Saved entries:
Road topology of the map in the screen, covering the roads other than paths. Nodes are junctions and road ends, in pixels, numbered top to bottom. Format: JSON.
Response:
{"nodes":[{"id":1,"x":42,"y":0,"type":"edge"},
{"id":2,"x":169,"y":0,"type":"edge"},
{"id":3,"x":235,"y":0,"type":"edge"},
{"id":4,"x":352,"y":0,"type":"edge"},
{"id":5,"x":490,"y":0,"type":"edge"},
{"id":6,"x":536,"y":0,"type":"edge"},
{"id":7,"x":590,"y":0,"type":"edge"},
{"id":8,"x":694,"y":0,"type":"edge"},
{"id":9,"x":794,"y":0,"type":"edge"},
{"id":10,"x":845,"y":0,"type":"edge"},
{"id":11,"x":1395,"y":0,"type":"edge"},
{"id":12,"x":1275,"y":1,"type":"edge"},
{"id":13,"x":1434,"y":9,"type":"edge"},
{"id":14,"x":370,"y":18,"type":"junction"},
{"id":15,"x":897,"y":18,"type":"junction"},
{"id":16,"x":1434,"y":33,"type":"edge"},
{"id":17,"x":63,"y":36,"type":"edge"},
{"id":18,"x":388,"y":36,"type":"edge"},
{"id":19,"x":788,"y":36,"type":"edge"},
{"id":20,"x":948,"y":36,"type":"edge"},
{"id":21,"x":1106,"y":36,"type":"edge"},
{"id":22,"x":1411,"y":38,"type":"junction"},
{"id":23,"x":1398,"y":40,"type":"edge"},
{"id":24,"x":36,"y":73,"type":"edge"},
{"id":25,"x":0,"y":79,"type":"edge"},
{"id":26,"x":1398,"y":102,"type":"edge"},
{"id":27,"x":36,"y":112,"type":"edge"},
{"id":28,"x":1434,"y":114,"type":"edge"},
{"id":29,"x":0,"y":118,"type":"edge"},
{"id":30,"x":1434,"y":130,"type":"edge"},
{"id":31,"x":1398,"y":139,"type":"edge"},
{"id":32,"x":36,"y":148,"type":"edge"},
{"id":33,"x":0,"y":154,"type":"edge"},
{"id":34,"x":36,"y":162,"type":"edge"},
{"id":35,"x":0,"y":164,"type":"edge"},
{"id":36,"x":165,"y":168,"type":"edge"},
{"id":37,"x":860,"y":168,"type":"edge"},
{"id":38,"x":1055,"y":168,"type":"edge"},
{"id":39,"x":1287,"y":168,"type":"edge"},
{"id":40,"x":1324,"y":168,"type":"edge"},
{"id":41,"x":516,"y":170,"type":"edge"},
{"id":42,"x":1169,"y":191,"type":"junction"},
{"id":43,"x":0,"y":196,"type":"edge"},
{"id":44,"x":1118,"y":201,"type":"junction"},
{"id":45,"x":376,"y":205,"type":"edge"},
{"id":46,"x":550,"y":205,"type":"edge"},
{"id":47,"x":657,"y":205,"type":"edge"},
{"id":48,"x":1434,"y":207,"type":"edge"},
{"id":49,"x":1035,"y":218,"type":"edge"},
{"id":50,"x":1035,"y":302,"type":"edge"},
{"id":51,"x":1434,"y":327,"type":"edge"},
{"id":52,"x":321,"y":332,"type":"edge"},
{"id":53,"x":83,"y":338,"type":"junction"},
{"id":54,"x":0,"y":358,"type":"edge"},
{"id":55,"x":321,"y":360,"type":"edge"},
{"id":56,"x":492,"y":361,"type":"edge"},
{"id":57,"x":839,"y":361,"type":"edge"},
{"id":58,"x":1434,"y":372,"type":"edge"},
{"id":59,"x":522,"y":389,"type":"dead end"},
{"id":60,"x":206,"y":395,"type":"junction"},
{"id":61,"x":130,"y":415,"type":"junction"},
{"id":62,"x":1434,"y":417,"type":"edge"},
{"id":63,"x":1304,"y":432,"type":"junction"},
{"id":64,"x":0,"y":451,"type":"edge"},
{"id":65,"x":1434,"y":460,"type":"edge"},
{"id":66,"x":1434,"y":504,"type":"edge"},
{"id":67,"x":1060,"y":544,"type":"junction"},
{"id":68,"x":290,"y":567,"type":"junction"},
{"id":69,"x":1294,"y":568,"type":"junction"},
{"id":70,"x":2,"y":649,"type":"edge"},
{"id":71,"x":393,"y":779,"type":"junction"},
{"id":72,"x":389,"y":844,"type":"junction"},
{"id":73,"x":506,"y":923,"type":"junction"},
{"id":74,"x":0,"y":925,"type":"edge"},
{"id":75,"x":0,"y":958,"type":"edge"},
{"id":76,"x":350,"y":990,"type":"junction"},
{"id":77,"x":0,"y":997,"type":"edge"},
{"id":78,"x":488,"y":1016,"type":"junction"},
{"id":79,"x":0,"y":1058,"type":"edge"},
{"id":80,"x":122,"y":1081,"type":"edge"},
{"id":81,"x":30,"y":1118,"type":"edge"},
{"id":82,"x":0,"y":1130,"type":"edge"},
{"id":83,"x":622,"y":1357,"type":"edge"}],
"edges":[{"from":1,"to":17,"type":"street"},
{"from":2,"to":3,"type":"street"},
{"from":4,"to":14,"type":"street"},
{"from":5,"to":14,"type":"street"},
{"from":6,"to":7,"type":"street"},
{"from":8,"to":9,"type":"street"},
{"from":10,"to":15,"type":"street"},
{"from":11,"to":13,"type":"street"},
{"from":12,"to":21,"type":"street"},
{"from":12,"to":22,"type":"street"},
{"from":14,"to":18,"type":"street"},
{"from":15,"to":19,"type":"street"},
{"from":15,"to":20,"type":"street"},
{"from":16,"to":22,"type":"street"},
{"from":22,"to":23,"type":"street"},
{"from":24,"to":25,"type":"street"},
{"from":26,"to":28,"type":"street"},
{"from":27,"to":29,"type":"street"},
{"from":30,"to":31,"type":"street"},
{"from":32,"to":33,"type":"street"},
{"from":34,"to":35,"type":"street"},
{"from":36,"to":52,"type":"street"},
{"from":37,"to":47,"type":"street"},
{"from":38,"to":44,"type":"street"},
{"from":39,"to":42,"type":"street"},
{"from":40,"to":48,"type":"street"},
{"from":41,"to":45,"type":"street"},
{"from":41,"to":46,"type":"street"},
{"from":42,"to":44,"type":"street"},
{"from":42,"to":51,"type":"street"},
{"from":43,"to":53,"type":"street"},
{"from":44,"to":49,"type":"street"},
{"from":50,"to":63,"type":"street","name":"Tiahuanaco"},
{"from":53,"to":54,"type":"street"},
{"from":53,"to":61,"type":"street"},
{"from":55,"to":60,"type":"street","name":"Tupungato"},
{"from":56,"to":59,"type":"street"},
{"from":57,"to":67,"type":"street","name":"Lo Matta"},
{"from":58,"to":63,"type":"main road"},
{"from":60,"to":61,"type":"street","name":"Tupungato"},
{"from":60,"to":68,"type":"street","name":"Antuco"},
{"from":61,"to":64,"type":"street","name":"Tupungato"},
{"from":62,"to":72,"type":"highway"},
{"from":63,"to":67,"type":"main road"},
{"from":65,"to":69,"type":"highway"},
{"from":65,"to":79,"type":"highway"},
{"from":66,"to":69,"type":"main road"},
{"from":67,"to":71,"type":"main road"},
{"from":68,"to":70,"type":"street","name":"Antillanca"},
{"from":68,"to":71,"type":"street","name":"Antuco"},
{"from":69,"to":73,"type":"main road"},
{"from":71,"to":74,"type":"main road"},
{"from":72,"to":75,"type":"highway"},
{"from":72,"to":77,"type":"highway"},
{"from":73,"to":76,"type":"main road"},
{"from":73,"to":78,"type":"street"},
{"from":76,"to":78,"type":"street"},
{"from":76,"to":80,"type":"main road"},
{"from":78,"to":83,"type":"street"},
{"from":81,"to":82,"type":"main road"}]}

**Problem statement**
In the entries above, copy each line that contains the string "Antuco".

**Expected output**
{"from":60,"to":68,"type":"street","name":"Antuco"},
{"from":68,"to":71,"type":"street","name":"Antuco"},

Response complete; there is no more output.